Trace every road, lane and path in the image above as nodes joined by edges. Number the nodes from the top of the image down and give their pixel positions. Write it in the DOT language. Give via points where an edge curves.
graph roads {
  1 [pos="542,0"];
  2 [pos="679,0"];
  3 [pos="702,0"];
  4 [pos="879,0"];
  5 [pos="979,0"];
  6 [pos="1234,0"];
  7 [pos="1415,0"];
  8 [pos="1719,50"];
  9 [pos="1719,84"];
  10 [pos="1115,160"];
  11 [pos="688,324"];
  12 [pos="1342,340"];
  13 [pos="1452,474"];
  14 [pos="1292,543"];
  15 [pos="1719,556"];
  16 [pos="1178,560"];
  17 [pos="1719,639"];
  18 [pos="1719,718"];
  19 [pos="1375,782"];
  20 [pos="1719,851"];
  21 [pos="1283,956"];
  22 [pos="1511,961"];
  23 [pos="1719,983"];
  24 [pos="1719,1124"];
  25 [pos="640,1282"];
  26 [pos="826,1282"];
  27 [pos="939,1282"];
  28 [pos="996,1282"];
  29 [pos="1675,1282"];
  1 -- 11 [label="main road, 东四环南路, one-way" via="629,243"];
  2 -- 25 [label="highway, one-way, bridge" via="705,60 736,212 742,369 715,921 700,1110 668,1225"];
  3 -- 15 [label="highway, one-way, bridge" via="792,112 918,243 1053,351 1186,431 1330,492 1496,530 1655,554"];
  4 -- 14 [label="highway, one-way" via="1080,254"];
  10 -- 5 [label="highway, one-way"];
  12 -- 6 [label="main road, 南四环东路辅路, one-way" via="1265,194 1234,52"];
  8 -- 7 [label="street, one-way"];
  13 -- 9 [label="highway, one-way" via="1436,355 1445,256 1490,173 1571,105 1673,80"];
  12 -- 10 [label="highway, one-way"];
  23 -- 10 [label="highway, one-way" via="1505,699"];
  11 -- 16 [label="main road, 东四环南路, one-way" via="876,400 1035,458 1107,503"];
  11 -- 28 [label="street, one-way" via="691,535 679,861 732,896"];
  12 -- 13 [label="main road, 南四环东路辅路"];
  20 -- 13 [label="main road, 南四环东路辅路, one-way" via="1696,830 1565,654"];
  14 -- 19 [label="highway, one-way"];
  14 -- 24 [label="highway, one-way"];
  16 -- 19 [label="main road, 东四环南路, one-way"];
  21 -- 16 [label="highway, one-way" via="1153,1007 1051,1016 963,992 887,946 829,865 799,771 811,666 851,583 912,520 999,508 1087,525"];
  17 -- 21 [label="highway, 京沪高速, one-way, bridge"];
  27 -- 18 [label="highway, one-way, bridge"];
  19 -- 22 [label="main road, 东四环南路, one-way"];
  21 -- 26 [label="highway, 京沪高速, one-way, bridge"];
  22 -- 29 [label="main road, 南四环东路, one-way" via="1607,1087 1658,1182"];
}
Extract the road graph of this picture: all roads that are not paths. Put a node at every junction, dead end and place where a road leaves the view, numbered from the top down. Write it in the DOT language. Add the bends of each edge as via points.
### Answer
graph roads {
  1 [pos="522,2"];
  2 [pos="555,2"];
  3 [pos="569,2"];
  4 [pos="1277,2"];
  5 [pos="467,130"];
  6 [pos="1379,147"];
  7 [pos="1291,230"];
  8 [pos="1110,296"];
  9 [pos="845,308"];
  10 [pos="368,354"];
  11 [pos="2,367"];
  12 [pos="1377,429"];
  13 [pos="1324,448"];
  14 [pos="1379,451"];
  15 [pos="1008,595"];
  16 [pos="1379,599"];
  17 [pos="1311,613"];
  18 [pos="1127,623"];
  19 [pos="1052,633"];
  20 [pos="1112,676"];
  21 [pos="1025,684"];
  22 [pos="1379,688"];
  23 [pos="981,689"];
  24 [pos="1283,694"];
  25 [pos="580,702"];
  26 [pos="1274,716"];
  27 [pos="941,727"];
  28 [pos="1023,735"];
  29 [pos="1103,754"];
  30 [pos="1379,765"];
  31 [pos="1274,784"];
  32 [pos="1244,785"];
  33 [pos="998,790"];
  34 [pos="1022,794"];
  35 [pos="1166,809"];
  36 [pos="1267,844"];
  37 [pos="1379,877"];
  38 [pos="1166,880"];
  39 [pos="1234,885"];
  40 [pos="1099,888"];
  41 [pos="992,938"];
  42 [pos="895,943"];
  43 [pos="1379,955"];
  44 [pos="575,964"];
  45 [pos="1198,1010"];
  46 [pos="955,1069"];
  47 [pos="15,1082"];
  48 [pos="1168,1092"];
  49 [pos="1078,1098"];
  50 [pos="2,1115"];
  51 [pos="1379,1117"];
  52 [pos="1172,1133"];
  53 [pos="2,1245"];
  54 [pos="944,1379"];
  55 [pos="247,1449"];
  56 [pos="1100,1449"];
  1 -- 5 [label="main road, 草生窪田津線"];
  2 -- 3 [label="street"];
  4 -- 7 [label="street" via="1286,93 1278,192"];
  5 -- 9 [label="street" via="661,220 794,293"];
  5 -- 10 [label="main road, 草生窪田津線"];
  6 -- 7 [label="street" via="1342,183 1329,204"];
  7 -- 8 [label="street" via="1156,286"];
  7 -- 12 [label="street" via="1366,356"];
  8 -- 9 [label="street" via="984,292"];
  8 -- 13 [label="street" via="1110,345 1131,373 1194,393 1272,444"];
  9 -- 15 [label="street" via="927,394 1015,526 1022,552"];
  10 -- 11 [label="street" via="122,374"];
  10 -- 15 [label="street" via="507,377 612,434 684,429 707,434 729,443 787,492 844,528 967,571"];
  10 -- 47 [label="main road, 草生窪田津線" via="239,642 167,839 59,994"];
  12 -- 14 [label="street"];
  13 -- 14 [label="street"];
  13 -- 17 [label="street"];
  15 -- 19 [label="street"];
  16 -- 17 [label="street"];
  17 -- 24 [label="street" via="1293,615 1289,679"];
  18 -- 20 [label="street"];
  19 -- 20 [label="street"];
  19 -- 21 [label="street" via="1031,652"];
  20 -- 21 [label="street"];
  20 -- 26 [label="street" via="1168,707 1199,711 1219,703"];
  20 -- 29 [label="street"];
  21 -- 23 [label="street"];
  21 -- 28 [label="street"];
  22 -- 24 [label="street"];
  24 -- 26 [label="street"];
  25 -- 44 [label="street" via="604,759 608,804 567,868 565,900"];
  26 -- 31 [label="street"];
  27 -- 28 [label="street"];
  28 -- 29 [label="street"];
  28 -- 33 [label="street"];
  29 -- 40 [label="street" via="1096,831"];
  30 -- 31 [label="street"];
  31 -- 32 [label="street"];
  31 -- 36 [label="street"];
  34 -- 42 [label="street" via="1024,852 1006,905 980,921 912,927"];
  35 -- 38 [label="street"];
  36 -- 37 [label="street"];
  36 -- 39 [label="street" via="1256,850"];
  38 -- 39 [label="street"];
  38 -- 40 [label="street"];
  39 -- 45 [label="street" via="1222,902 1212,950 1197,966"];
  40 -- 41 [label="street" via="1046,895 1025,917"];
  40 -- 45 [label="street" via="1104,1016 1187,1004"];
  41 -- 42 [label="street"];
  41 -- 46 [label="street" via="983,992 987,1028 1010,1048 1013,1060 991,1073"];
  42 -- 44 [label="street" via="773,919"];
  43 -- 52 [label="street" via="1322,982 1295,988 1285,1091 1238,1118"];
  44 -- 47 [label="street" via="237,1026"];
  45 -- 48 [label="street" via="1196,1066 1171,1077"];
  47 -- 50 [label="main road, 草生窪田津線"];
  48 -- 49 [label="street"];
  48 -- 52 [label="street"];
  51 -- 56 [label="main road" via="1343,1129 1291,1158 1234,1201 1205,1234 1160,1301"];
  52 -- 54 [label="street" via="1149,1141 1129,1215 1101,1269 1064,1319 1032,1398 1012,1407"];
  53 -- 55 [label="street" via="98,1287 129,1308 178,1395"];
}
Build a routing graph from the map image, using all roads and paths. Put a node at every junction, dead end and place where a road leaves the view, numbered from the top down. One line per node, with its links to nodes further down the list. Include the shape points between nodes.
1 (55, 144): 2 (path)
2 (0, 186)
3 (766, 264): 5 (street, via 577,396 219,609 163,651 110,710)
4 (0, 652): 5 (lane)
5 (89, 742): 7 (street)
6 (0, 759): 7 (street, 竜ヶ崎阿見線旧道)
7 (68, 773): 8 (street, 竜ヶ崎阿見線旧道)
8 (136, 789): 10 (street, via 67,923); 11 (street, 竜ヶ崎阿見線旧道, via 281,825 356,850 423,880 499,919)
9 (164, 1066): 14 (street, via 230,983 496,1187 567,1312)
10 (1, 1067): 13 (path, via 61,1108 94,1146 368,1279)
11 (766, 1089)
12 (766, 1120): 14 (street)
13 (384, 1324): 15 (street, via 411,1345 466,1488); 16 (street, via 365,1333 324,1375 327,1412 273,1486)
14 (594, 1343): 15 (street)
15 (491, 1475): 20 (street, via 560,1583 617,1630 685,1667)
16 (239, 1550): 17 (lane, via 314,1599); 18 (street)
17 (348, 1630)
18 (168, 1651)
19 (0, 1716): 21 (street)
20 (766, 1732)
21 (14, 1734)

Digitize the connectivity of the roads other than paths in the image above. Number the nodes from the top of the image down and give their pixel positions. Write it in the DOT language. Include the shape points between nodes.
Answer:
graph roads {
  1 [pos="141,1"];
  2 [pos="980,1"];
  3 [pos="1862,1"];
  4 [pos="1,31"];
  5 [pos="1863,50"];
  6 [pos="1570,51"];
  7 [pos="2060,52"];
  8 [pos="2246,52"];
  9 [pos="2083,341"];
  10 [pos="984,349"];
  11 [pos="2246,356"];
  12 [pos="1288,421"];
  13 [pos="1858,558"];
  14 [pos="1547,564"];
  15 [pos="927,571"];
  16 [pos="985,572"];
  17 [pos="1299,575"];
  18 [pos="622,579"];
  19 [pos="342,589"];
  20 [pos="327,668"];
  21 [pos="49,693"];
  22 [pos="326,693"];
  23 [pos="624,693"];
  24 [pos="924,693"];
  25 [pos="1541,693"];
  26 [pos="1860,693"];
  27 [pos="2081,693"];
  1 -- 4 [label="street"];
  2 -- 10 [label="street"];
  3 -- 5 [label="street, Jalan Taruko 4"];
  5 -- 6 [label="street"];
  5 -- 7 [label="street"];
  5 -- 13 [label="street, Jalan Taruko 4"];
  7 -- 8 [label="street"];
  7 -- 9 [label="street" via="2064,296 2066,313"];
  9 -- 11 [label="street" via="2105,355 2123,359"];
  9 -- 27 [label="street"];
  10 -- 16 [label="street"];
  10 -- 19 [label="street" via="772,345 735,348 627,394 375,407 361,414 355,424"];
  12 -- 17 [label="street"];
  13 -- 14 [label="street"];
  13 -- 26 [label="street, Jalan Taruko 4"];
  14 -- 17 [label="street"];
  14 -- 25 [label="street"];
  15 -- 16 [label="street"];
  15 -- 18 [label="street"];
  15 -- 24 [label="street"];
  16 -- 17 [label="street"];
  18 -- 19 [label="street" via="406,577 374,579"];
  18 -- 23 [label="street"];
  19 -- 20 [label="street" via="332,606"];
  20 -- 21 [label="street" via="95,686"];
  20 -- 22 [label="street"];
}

Problem to work on: Every line in the records above that contains the word "junction" is to be copied out.

Result of this exercise:
Extract the road graph of this picture: all roads that are not paths. Put a node at every junction, dead end and place where a road leaves the view, numbered from the top down. Write it in the DOT language. Add the bends of each edge as via points.
Build a routing graph from the map image, using all roads and paths. Put a node at every junction, dead end and place where a road leaves the view, numbered from the top down. One line per node, with its links to nodes further down the list. Include the shape points between nodes.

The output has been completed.